Cotman was attracted to old wells as subjects. Leeds has two graphite sketches from 1799 of 'The Well House, Ashtead Park, Surrey' (1949.585/6). The Witt Library in London has photographs of a watercolour c.1802 of a 'Covered Well House', possibly in Wales, that was once with the John Manning Gallery (no date given), an elaborate and highly decorative graphite composition c.1803 of' A Well under the Trees' that was once with the Fine Art Society in London (no date given). Either of those, but particularly the latter might be identifiable with a drawing of 'A Well' that Cotman left with his hosts the Cholmeley family at Brandsby Hall near York when he was touring in Yorkshire in 1803 (Hill 2005, p.69). The Witt also has a photograph of a solid and monumentalising watercolour of 'A Well-Head with Gothic Tracery', possibly of a similar date to the present composition that was once with Walker's Galleries in London, and also in the collection of a Mrs Bracecamp (but again no dates given). Leeds also has a copy of an etching of a well-head called 'The Drawn Well' that Cotman etched about 1833, but which was not properly editioned until 1846 (Leeds Art Gallery 1949.777). In addition to these Wakefield Art Gallery has a watercolour attributed to Cotman of 'A Well Head', and the Norwich Castle Museum has pencil drawings of various wells (NWHCM : 1932.105.42; NWHCM : 1965.377.119) plus two of the 'Wishing Well at Walsingham' (1951.235.606/8 : F), together with a well-head by Ann Cotman, the daughter of the artist (NWHCM : 1945.89). It is not impossible that the present subject is a Norfolk subject and perhaps even in some way connected with Walsingham.
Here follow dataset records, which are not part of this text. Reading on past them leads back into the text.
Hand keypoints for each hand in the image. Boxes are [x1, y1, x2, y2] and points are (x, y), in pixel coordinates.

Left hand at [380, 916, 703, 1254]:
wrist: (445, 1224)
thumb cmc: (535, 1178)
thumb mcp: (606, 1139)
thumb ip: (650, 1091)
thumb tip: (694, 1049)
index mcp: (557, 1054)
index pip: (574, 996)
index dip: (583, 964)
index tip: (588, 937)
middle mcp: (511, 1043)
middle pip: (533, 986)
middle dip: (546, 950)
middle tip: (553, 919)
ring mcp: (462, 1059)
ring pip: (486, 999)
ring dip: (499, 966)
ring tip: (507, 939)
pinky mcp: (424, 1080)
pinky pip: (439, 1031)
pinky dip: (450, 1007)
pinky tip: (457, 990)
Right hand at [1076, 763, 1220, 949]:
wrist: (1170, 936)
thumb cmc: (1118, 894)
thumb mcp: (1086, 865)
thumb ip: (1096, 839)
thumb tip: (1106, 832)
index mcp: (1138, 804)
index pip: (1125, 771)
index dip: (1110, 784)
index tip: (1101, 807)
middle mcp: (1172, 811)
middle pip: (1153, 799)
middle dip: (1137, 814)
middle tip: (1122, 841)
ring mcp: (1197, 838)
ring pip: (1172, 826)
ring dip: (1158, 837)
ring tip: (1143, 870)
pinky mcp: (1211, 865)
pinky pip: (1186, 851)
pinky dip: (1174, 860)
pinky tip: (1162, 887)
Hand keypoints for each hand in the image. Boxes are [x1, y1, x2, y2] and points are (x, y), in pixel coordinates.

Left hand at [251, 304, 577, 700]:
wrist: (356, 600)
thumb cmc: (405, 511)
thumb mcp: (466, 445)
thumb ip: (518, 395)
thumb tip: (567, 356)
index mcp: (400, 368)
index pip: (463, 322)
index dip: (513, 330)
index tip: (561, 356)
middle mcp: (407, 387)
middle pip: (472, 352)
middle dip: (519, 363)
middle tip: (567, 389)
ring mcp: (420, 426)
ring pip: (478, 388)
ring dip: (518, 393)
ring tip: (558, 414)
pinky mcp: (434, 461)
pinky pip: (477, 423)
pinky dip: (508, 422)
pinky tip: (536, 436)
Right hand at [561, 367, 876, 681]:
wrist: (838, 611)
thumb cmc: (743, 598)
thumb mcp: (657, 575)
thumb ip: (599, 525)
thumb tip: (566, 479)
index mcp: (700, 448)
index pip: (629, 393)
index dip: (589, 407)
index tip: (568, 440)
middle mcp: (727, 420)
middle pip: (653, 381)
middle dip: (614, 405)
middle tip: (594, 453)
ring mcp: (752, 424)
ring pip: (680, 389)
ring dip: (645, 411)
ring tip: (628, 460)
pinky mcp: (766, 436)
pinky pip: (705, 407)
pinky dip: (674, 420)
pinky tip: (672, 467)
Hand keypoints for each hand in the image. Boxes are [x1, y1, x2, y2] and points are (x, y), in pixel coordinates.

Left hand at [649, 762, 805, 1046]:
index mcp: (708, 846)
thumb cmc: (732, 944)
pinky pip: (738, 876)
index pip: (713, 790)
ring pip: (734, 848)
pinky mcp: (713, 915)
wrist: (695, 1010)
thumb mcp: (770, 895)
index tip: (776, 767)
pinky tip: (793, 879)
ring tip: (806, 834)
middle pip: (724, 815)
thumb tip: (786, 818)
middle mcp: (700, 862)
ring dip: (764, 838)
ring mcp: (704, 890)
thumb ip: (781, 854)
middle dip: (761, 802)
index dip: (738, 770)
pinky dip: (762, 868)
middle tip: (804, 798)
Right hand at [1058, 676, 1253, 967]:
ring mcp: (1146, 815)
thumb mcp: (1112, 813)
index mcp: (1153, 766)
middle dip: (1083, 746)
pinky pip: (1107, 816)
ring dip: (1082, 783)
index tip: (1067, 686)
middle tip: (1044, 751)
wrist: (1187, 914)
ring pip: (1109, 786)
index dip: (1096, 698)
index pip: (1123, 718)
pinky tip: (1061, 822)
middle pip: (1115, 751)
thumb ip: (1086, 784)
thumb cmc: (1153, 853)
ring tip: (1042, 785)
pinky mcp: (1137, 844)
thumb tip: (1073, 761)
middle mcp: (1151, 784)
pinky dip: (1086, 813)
'The Times' reviewer found the frank straightforwardness of the technique a virtue, and its introspection on a simple pastoral subject even moving. The group of works to which this belongs has an affectedly naif quality. There is a calculated simplicity to the way in which they present their objects to the viewer's sight; generally one thing at a time, and in a readily appreciatable form. In some examples Cotman approaches an almost child-like simplicity analogous to many of Wordsworth's early poems. Kitson's gift of the picture to Leeds in 1936 was perhaps unfortunate timing for its aesthetic values. The pastoral represented the antithesis to the remorseless development of economy, industry and competitive aggrandisement. Its charm was brutally crushed by World War II, and in the years that followed the quest for Arcadia was replaced by one for Utopia and the Pastoral became all too quiet a poetic for the building of a techno-industrial future.